Andreas Pierratos has shown the regression of calcium deposition in non-bony sites (including in the walls of coronary arteries) using high resolution coronary CT and MRI to investigate the coronary vessels … but, its not a ‘gimme’ that this would happen and damage done may remain damage done.
While calciphylaxis would not be expected if NHD had comprised your major dialysis component, it is still unfortunately a possible outcome when 9 years of prior low-hour, low efficiency dialysis has preceded the NHD.
If it is calciphylaxis, then the treatment (dialysis) is to get the best dialysis you can (you are), to optimise blood flow as best as is possible - sometimes with the repair of upstream blood vessels, to stop potentially harmful drugs, to lower PTH (eg: cinacalcet etc) … see other previous discussions at this website … and, sometimes, to consider treatments with sodium thiosulphate and/or the use of hyperbaric oxygen (if available) … like it used by divers for the treatment of ‘the bends’.
I am assuming (and hoping) you are not warfarinised. Warfarin can be a ‘promoter’ of calciphylaxis … but there is now thought to be very little place for warfarin in dialysis patients except in special circumstances: such as after certain heart valve replacements etc. As a treatment for simple atrial fibrillation, the data tells us that it warfarin is likely to cause as much grief (or more) than it solves and most would now avoid warfarin in the dialysis setting, if possible. If you are on warfarin, it is best if it can be stopped.
Other drugs (eg: steroids) can sometimes be a problem too … so you need these checked and reviewed by your physician.
You are describing (and remember I am interpreted this without seeing the lesion and from 8,000 km away) what is commonly called an eschar. Again, with the help of Wikipedia (it is strong in giving plausible lay explanations for complex things) an eschar is a ‘slough ‘or a piece of dead tissue on or just under the surface of the skin It can follow burns (not in your case), spider bites (ditto, I think) or it can be due to patchy dry gangrene from small blood vessel occlusion (blockage) to the small vessels of the skin. This, of course, is the main mechanism of the condition we call calciphylaxis in dialysis patients.
Fungal infections or cutaneous (skin-restricted) anthrax infections – both worth considering in India – can also give characteristic black lesions like you describe.

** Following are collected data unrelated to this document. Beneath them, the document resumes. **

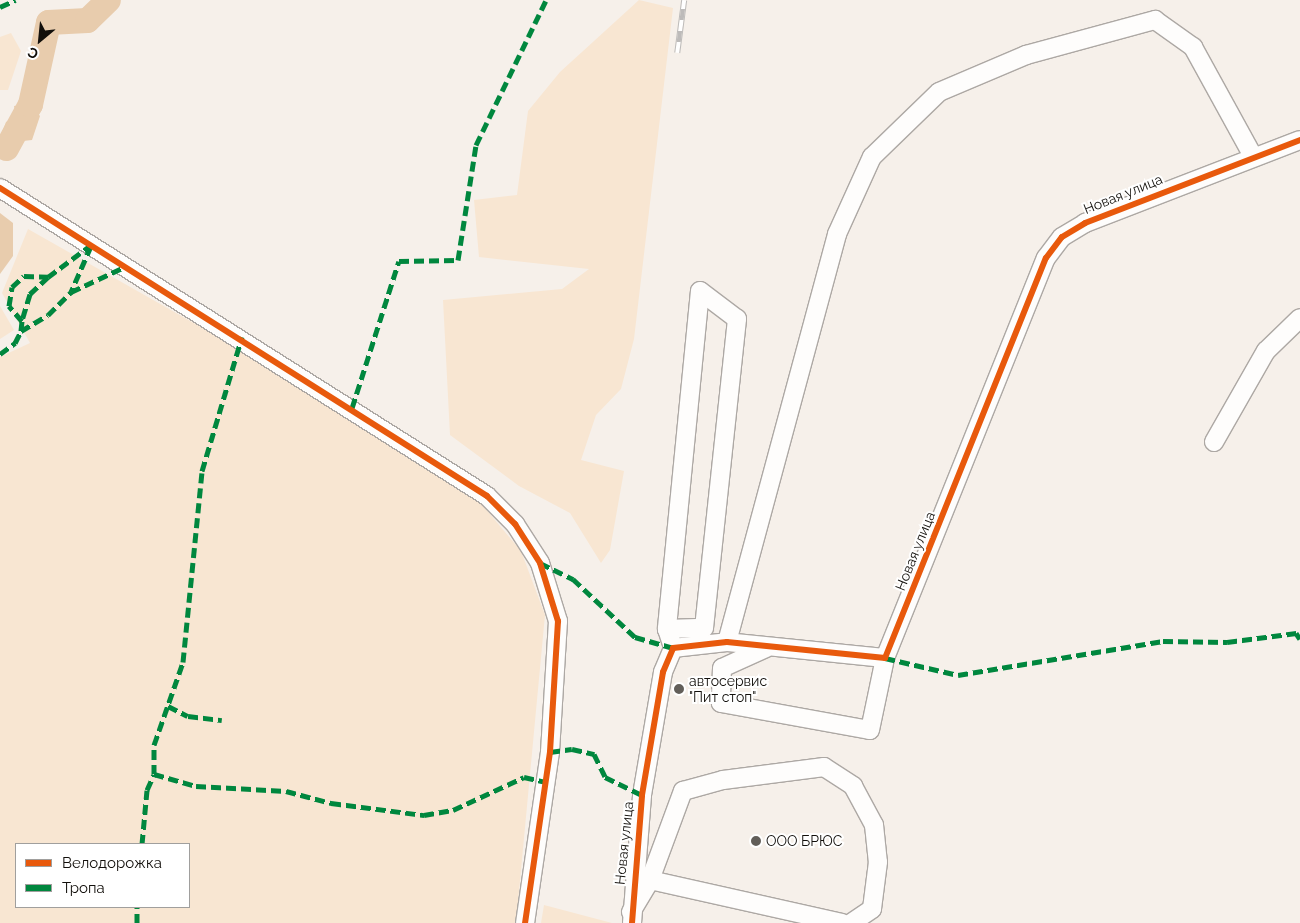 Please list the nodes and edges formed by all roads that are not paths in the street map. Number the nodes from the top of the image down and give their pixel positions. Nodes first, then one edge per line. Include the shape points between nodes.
1 (1300, 140) edge
2 (1253, 156) junction
3 (0, 188) edge
4 (1300, 318) edge
5 (1214, 442) dead end
6 (667, 629) junction
7 (727, 642) junction
8 (673, 648) junction
9 (766, 648) junction
10 (885, 658) junction
11 (650, 880) junction
12 (631, 918) edge
13 (525, 923) edge
14 (842, 923) edge
15 (851, 923) edge

1 - 2 street, Новая улица
2 - 7 street via 1193,47 1154,20 1026,55 939,92 872,157 837,234
2 - 10 street, Новая улица via 1085,223 1057,244 1042,267
3 - 13 street via 488,496 515,524 540,563 558,621 550,752
4 - 5 street via 1266,351
6 - 6 street via 683,435 700,291 737,319 704,628
6 - 8 street
7 - 8 street
7 - 9 street
8 - 12 street, Новая улица via 663,672 642,795
9 - 10 street
9 - 10 street, Новая улица via 722,668 721,704 870,730
11 - 12 street
11 - 14 street
11 - 15 street via 683,792 723,780 824,767 853,786 874,826 878,862 872,909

Eschar is sometimes called a black wound because the wound is covered with thick, dry, black necrotic (dead) tissue. Eschar can usually be allowed to slough off naturally, though sometimes can need surgical removal. If an eschar is on a limb, it is important to assess the blood supply of the limb. Re-vascularisation can help – especially if larger blood vessels up-stream are in trouble too – but your doctor will be able to determine this.
Sometimes the best way to sort it out is with an ‘edge’ biopsy from the periphery (edge) of one of the lesions. While calciphylaxis has a rather characteristic appearance on biopsy, some of the other causes might also be sorted out (or excluded) this way.

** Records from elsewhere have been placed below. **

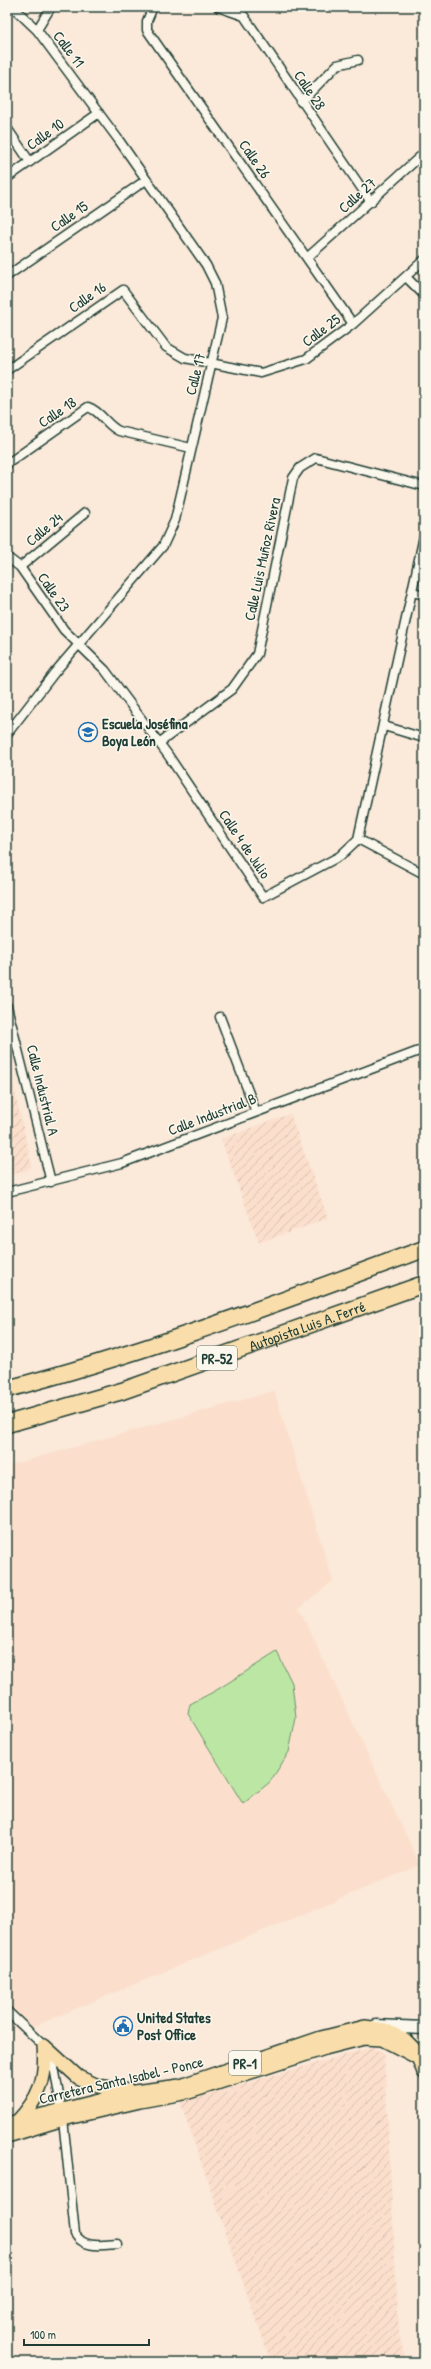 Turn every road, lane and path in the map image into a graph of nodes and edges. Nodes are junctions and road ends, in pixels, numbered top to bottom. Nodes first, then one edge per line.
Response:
1 (13, 7) edge
2 (51, 7) edge
3 (153, 7) edge
4 (218, 7) edge
5 (37, 30) junction
6 (358, 60) dead end
7 (301, 102) junction
8 (99, 113) junction
9 (7, 128) edge
10 (424, 153) edge
11 (30, 162) junction
12 (7, 178) edge
13 (146, 180) junction
14 (371, 202) junction
15 (308, 257) junction
16 (424, 260) edge
17 (7, 276) edge
18 (406, 277) junction
19 (424, 295) edge
20 (353, 324) junction
21 (213, 362) junction
22 (7, 370) edge
23 (191, 448) junction
24 (7, 464) edge
25 (424, 486) edge
26 (85, 513) dead end
27 (424, 536) edge
28 (7, 557) edge
29 (20, 568) junction
30 (413, 592) junction
31 (424, 595) edge
32 (79, 643) junction
33 (384, 726) junction
34 (7, 734) edge
35 (424, 738) edge
36 (159, 743) junction
37 (358, 839) junction
38 (424, 874) edge
39 (7, 1006) edge
40 (220, 1017) dead end
41 (424, 1050) edge
42 (256, 1112) junction
43 (51, 1182) junction
44 (7, 1192) edge
45 (424, 1250) edge
46 (424, 1284) edge
47 (7, 1389) edge
48 (7, 1424) edge
49 (7, 2012) edge
50 (372, 2027) junction
51 (424, 2028) edge
52 (44, 2046) junction
53 (421, 2054) edge
54 (424, 2072) edge
55 (134, 2092) junction
56 (62, 2115) junction
57 (12, 2123) edge
58 (7, 2136) edge
59 (117, 2244) dead end

1 - 5 street, Calle 11
2 - 5 street
3 - 15 street, Calle 26
4 - 7 street, Calle 28
5 - 8 street, Calle 11
6 - 7 street
7 - 14 street, Calle 28
8 - 11 street, Calle 10
8 - 13 street, Calle 17
9 - 11 street
10 - 14 street, Calle 27
11 - 12 street, Calle 10
13 - 17 street, Calle 15
13 - 21 street, Calle 17
14 - 15 street, Calle 27
15 - 20 street, Calle 26
16 - 18 street, Calle 25
18 - 19 street
18 - 20 street, Calle 25
20 - 21 street, Calle 25
21 - 22 street, Calle 16
21 - 23 street, Calle 17
23 - 24 street, Calle 18
23 - 32 street, Calle 17
25 - 36 street, Calle Luis Muñoz Rivera
26 - 29 street, Calle 24
27 - 30 street
28 - 29 street, Calle 23
29 - 32 street, Calle 23
30 - 31 street
30 - 33 street
32 - 34 street, Calle 17
32 - 36 street, Calle 4 de Julio
33 - 35 street
33 - 37 street
36 - 37 street, Calle 4 de Julio
37 - 38 street
39 - 43 street, Calle Industrial A
40 - 42 street
41 - 42 street, Calle Industrial B
42 - 43 street, Calle Industrial B
43 - 44 street, Calle Industrial B
45 - 47 highway, PR-52
46 - 48 highway, Autopista Luis A. Ferré / PR-52
49 - 52 street
50 - 51 main road
50 - 53 main road, Carretera Santa Isabel - Ponce / PR-1
50 - 55 main road, Carretera Santa Isabel - Ponce / PR-1
52 - 55 main road
52 - 56 street
52 - 57 main road
53 - 54 main road, Carretera Santa Isabel - Ponce / PR-1
53 - 56 main road, Carretera Santa Isabel - Ponce / PR-1
55 - 56 main road, Carretera Santa Isabel - Ponce / PR-1
56 - 57 main road, Carretera Santa Isabel - Ponce / PR-1
56 - 58 main road, Carretera Santa Isabel - Ponce / PR-1
56 - 59 street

I doubt it is a platelet issue and I don’t think is sounds likely that atypical HUS is implicated, this far down the track.
Maybe an edge biopsy might be a place to start.
I hope that has helped you a little - and not worried you too much.
PS … I am sorry I have been so slow on the Good Dialysis Index front - I have been way too busy on far too many fronts lately … and I am not getting younger either! However, I will be most interested to hear how it works out in the Indian setting and with Indian targets applied. The key is that it is modifiable, to circumstances and by units (mg/dl or SI), so, keep me posted, and good luck with it.